→ **ENTRIES PROVIDED**
┏━━

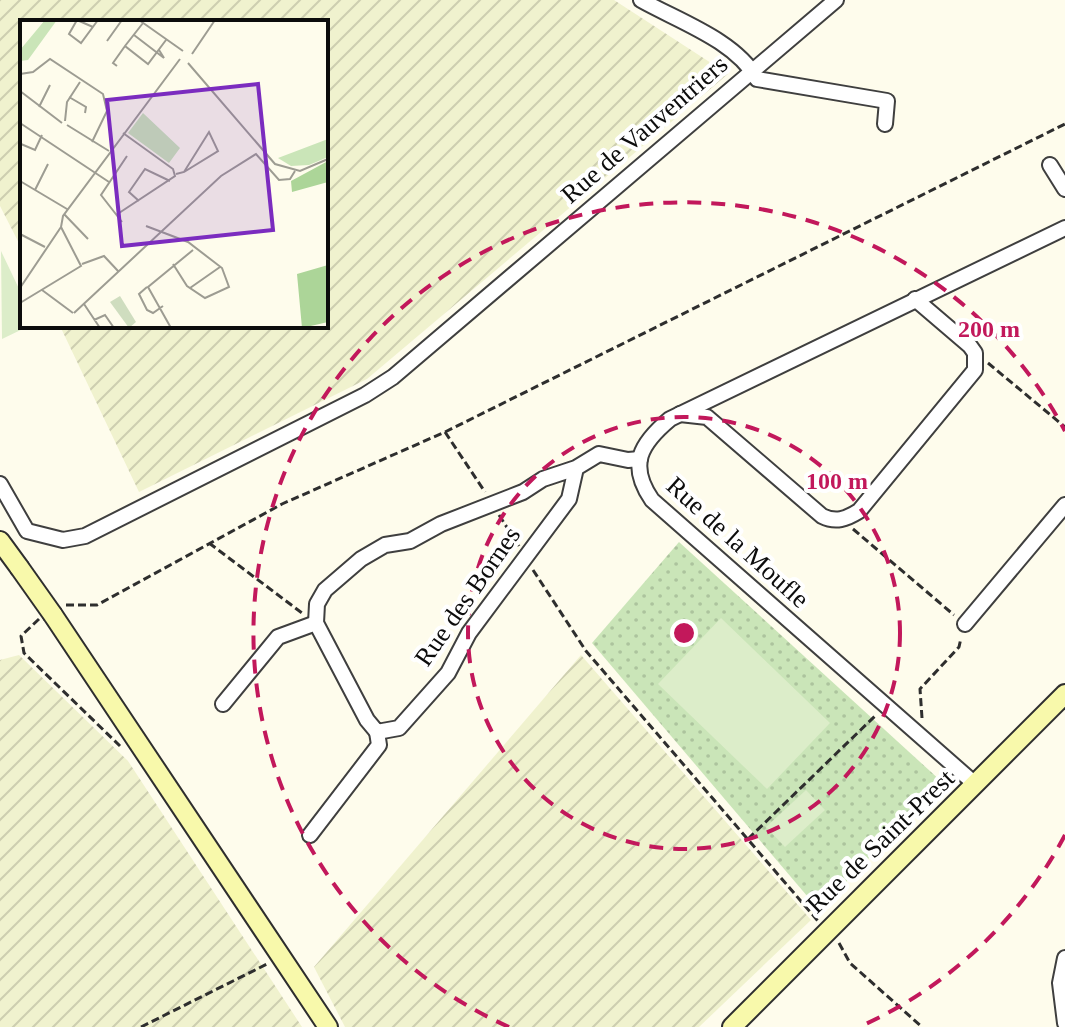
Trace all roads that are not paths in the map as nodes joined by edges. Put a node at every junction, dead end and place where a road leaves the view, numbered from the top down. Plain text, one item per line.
1 (641, 0) edge
2 (836, 0) edge
3 (751, 69) junction
4 (885, 124) dead end
5 (1050, 165) dead end
6 (1065, 189) edge
7 (1065, 228) edge
8 (915, 299) junction
9 (680, 414) junction
10 (640, 459) junction
11 (576, 468) junction
12 (0, 484) edge
13 (1065, 505) edge
14 (0, 541) edge
15 (316, 623) junction
16 (965, 624) road end
17 (1065, 694) edge
18 (223, 704) dead end
19 (377, 732) junction
20 (975, 784) junction
21 (310, 835) dead end
22 (1065, 958) edge
23 (1065, 1023) edge
24 (328, 1027) edge
25 (732, 1027) edge

1 - 3 street
2 - 3 street
3 - 4 street, Rue de Vauventriers
3 - 12 street, Rue de Vauventriers
5 - 6 street
7 - 8 street, Rue de la Moufle
8 - 9 street, Rue de la Moufle
8 - 9 street
9 - 10 street, Rue de la Moufle
10 - 11 street, Rue des Bornes
10 - 20 street, Rue de la Moufle
11 - 15 street, Rue des Bornes
11 - 19 street, Rue des Bornes
13 - 16 street
14 - 24 main road, bridge
15 - 18 street
15 - 19 street
17 - 20 main road, Rue de Saint-Prest
19 - 21 street
20 - 25 main road, Rue de Saint-Prest
22 - 23 street

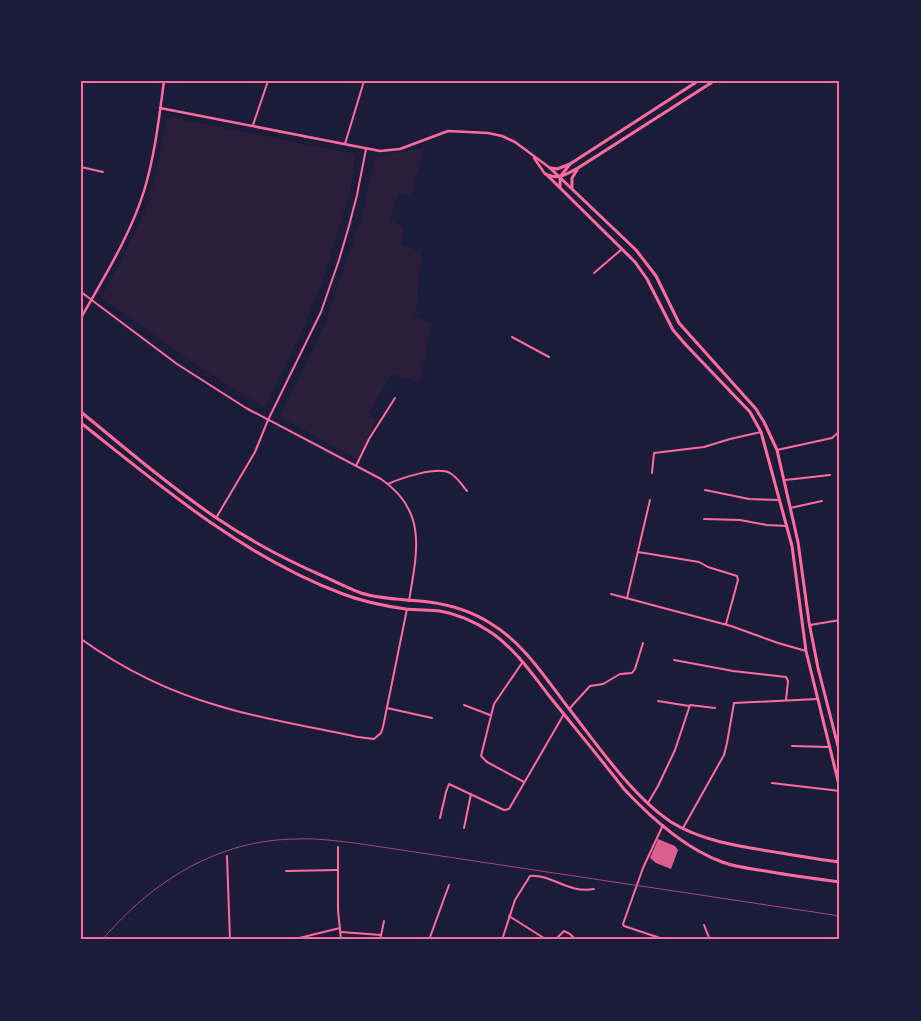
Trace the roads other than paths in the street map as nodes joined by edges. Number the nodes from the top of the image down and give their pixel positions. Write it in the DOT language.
graph roads {
  1 [pos="164,81"];
  2 [pos="268,81"];
  3 [pos="364,81"];
  4 [pos="698,81"];
  5 [pos="714,81"];
  6 [pos="160,108"];
  7 [pos="253,125"];
  8 [pos="345,145"];
  9 [pos="366,149"];
  10 [pos="532,155"];
  11 [pos="570,164"];
  12 [pos="81,167"];
  13 [pos="550,168"];
  14 [pos="578,168"];
  15 [pos="104,172"];
  16 [pos="546,174"];
  17 [pos="560,177"];
  18 [pos="572,188"];
  19 [pos="560,189"];
  20 [pos="622,249"];
  21 [pos="594,273"];
  22 [pos="81,292"];
  23 [pos="92,299"];
  24 [pos="81,318"];
  25 [pos="512,337"];
  26 [pos="549,357"];
  27 [pos="395,398"];
  28 [pos="81,412"];
  29 [pos="268,420"];
  30 [pos="81,423"];
  31 [pos="840,431"];
  32 [pos="761,432"];
  33 [pos="777,450"];
  34 [pos="356,466"];
  35 [pos="652,473"];
  36 [pos="830,474"];
  37 [pos="783,480"];
  38 [pos="388,484"];
  39 [pos="705,490"];
  40 [pos="467,491"];
  41 [pos="650,500"];
  42 [pos="780,500"];
  43 [pos="822,501"];
  44 [pos="790,508"];
  45 [pos="216,518"];
  46 [pos="704,519"];
  47 [pos="787,526"];
  48 [pos="638,552"];
  49 [pos="611,594"];
  50 [pos="626,598"];
  51 [pos="409,601"];
  52 [pos="407,609"];
  53 [pos="840,620"];
  54 [pos="726,624"];
  55 [pos="809,625"];
  56 [pos="81,639"];
  57 [pos="643,643"];
  58 [pos="806,651"];
  59 [pos="674,660"];
  60 [pos="522,663"];
  61 [pos="817,699"];
  62 [pos="786,700"];
  63 [pos="658,701"];
  64 [pos="464,705"];
  65 [pos="689,706"];
  66 [pos="388,708"];
  67 [pos="715,708"];
  68 [pos="570,709"];
  69 [pos="564,714"];
  70 [pos="490,715"];
  71 [pos="432,718"];
  72 [pos="838,738"];
  73 [pos="792,746"];
  74 [pos="829,747"];
  75 [pos="840,754"];
  76 [pos="524,782"];
  77 [pos="772,783"];
  78 [pos="840,790"];
  79 [pos="471,794"];
  80 [pos="648,803"];
  81 [pos="440,818"];
  82 [pos="663,826"];
  83 [pos="464,828"];
  84 [pos="683,828"];
  85 [pos="338,847"];
  86 [pos="227,856"];
  87 [pos="840,862"];
  88 [pos="338,870"];
  89 [pos="286,872"];
  90 [pos="840,882"];
  91 [pos="449,885"];
  92 [pos="594,889"];
  93 [pos="509,916"];
  94 [pos="384,921"];
  95 [pos="704,925"];
  96 [pos="340,928"];
  97 [pos="341,932"];
  98 [pos="381,935"];
  99 [pos="230,940"];
  100 [pos="291,940"];
  101 [pos="341,940"];
  102 [pos="380,940"];
  103 [pos="429,940"];
  104 [pos="502,940"];
  105 [pos="547,940"];
  106 [pos="555,940"];
  107 [pos="576,940"];
  108 [pos="666,940"];
  109 [pos="710,940"];
  1 -- 6 [label="street"];
  2 -- 7 [label="street"];
  3 -- 8 [label="street"];
  4 -- 11 [label="main road"];
  5 -- 14 [label="main road"];
  6 -- 7 [label="street"];
  6 -- 23 [label="street"];
  7 -- 8 [label="street"];
  8 -- 9 [label="street"];
  9 -- 10 [label="street"];
  9 -- 29 [label="street"];
  10 -- 13 [label="street"];
  10 -- 16 [label="street"];
  11 -- 13 [label="main road"];
  11 -- 17 [label="main road"];
  12 -- 15 [label="street"];
  13 -- 17 [label="main road"];
  14 -- 17 [label="main road"];
  14 -- 18 [label="main road"];
  16 -- 17 [label="main road"];
  16 -- 19 [label="main road"];
  17 -- 18 [label="main road"];
  17 -- 19 [label="main road"];
  18 -- 33 [label="main road"];
  19 -- 20 [label="main road"];
  20 -- 21 [label="street"];
  20 -- 32 [label="main road"];
  22 -- 23 [label="street"];
  23 -- 24 [label="street"];
  23 -- 29 [label="street"];
  25 -- 26 [label="street"];
  27 -- 34 [label="street"];
  28 -- 45 [label="main road"];
  29 -- 34 [label="street"];
  29 -- 45 [label="street"];
  30 -- 52 [label="main road"];
  31 -- 33 [label="street"];
  32 -- 35 [label="street"];
  32 -- 42 [label="main road"];
  33 -- 37 [label="main road"];
  34 -- 38 [label="street"];
  36 -- 37 [label="street"];
  37 -- 44 [label="main road"];
  38 -- 40 [label="street"];
  38 -- 51 [label="street"];
  39 -- 42 [label="street"];
  41 -- 48 [label="street"];
  42 -- 47 [label="main road"];
  43 -- 44 [label="street"];
  44 -- 55 [label="main road"];
  45 -- 51 [label="main road"];
  46 -- 47 [label="street"];
  47 -- 58 [label="main road"];
  48 -- 50 [label="street"];
  48 -- 54 [label="street"];
  49 -- 50 [label="street"];
  50 -- 54 [label="street"];
  51 -- 68 [label="main road"];
  52 -- 60 [label="main road"];
  52 -- 66 [label="street"];
  53 -- 55 [label="street"];
  54 -- 58 [label="street"];
  55 -- 72 [label="main road"];
  56 -- 66 [label="street"];
  57 -- 68 [label="street"];
  58 -- 61 [label="main road"];
  59 -- 62 [label="street"];
  60 -- 69 [label="main road"];
  60 -- 70 [label="street"];
  61 -- 62 [label="street"];
  61 -- 74 [label="main road"];
  62 -- 84 [label="street"];
  63 -- 65 [label="street"];
  64 -- 70 [label="street"];
  65 -- 67 [label="street"];
  65 -- 80 [label="street"];
  66 -- 71 [label="street"];
  68 -- 80 [label="main road"];
  69 -- 76 [label="street"];
  69 -- 82 [label="main road"];
  70 -- 76 [label="street"];
  72 -- 75 [label="main road"];
  73 -- 74 [label="street"];
  74 -- 78 [label="main road"];
  76 -- 79 [label="street"];
  77 -- 78 [label="street"];
  79 -- 81 [label="street"];
  79 -- 83 [label="street"];
  80 -- 84 [label="main road"];
  82 -- 90 [label="main road"];
  82 -- 108 [label="street"];
  84 -- 87 [label="main road"];
  85 -- 88 [label="street"];
  86 -- 99 [label="street"];
  88 -- 89 [label="street"];
  88 -- 96 [label="street"];
  91 -- 103 [label="street"];
  92 -- 93 [label="street"];
  93 -- 104 [label="street"];
  93 -- 105 [label="street"];
  94 -- 98 [label="street"];
  95 -- 109 [label="street"];
  96 -- 97 [label="street"];
  96 -- 100 [label="street"];
  97 -- 98 [label="street"];
  97 -- 101 [label="street"];
  98 -- 102 [label="street"];
  106 -- 107 [label="street"];
}
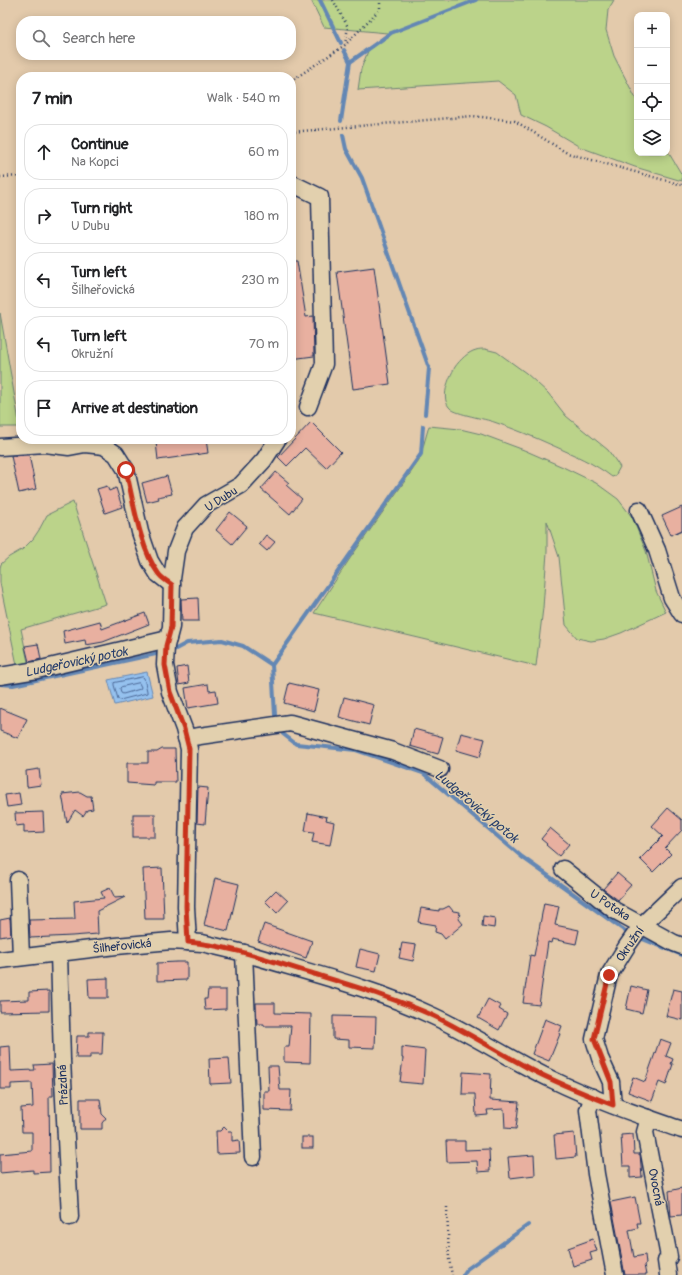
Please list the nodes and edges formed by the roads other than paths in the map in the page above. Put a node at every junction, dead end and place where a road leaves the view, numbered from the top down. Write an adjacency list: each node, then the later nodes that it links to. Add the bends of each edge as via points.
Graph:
1 (296, 185): 2 (street, via 320,197 324,364)
2 (308, 407)
3 (274, 444): 6 (street, U Dubu, via 264,460 241,485 206,505 186,528 176,551)
4 (0, 447): 6 (street, via 45,444 69,447 85,444 104,446 116,454 126,470 140,532 150,561 158,574)
5 (639, 510): 7 (street, via 657,550 672,598)
6 (172, 585): 8 (street, U Dubu, via 171,627)
7 (682, 614)
8 (168, 639): 9 (street, via 37,670); 10 (street, U Dubu, via 165,665 170,692)
9 (0, 676)
10 (186, 738): 11 (street, via 290,724 394,751); 16 (street, U Dubu, via 189,749 186,907)
11 (440, 769)
12 (563, 869): 15 (street, U Potoka, via 614,910)
13 (18, 880): 20 (street)
14 (682, 887): 15 (street, Okružní)
15 (642, 926): 17 (street, U Potoka); 23 (street, Okružní, via 609,975 594,1039 611,1082)
16 (188, 942): 18 (street, Šilheřovická, via 171,941); 19 (street, Šilheřovická)
17 (682, 946)
18 (59, 952): 20 (street, Šilheřovická); 27 (street, Prázdná)
19 (244, 952): 22 (street, Šilheřovická, via 404,1003 459,1028 554,1081); 26 (street)
20 (21, 957): 21 (street, Šilheřovická)
21 (0, 960)
22 (593, 1097): 23 (street, Šilheřovická); 28 (street, via 588,1110 595,1167)
23 (613, 1105): 24 (street, Šilheřovická)
24 (649, 1118): 25 (street, Šilheřovická); 29 (street, Ovocná, via 645,1132 669,1257 666,1261)
25 (682, 1130)
26 (253, 1157)
27 (70, 1217)
28 (615, 1275)
29 (668, 1275)

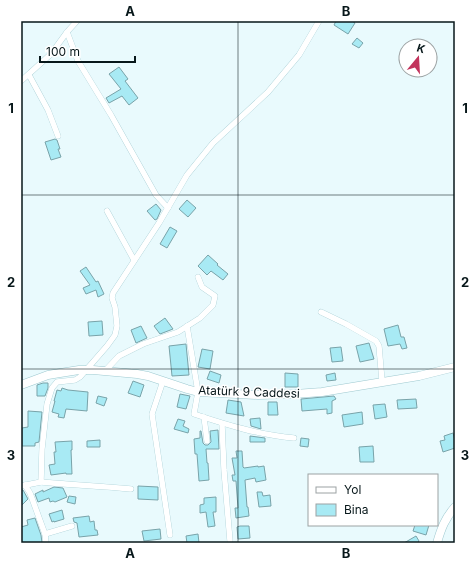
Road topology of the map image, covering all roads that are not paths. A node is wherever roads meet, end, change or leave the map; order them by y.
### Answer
1 (77, 21) edge
2 (319, 21) edge
3 (67, 32) junction
4 (29, 75) junction
5 (21, 81) edge
6 (58, 136) dead end
7 (168, 208) junction
8 (107, 211) dead end
9 (134, 260) junction
10 (198, 277) dead end
11 (321, 312) dead end
12 (187, 326) junction
13 (455, 367) edge
14 (86, 370) junction
15 (105, 371) junction
16 (164, 381) junction
17 (382, 381) junction
18 (21, 385) edge
19 (198, 392) junction
20 (204, 417) junction
21 (222, 424) junction
22 (294, 438) dead end
23 (207, 442) dead end
24 (41, 482) junction
25 (23, 486) edge
26 (131, 489) dead end
27 (455, 507) edge
28 (72, 526) dead end
29 (45, 534) junction
30 (170, 535) dead end
31 (230, 542) dead end
32 (46, 543) edge
33 (437, 543) edge

1 - 3 street
2 - 7 street
3 - 4 street
3 - 7 street
4 - 5 street
4 - 6 street
7 - 9 street
8 - 9 street
9 - 14 street
10 - 12 street
11 - 17 street
12 - 15 street
12 - 19 street
13 - 17 street, Atatürk 9 Caddesi
14 - 15 street, Atatürk 9 Caddesi
14 - 18 street, Atatürk 9 Caddesi
14 - 24 street
15 - 16 street, Atatürk 9 Caddesi
16 - 19 street, Atatürk 9 Caddesi
16 - 30 street
17 - 19 street, Atatürk 9 Caddesi
19 - 20 street
20 - 21 street
20 - 23 street
21 - 22 street
21 - 31 street
24 - 25 street
24 - 26 street
25 - 29 street
27 - 33 street
28 - 29 street
29 - 32 street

┗━━

→ **TASK TO CARRY OUT**
Where a line of the records has the string "Okružní", copy that line.

→ **ANSWER BELOW**
14 (682, 887): 15 (street, Okružní)
15 (642, 926): 17 (street, U Potoka); 23 (street, Okružní, via 609,975 594,1039 611,1082)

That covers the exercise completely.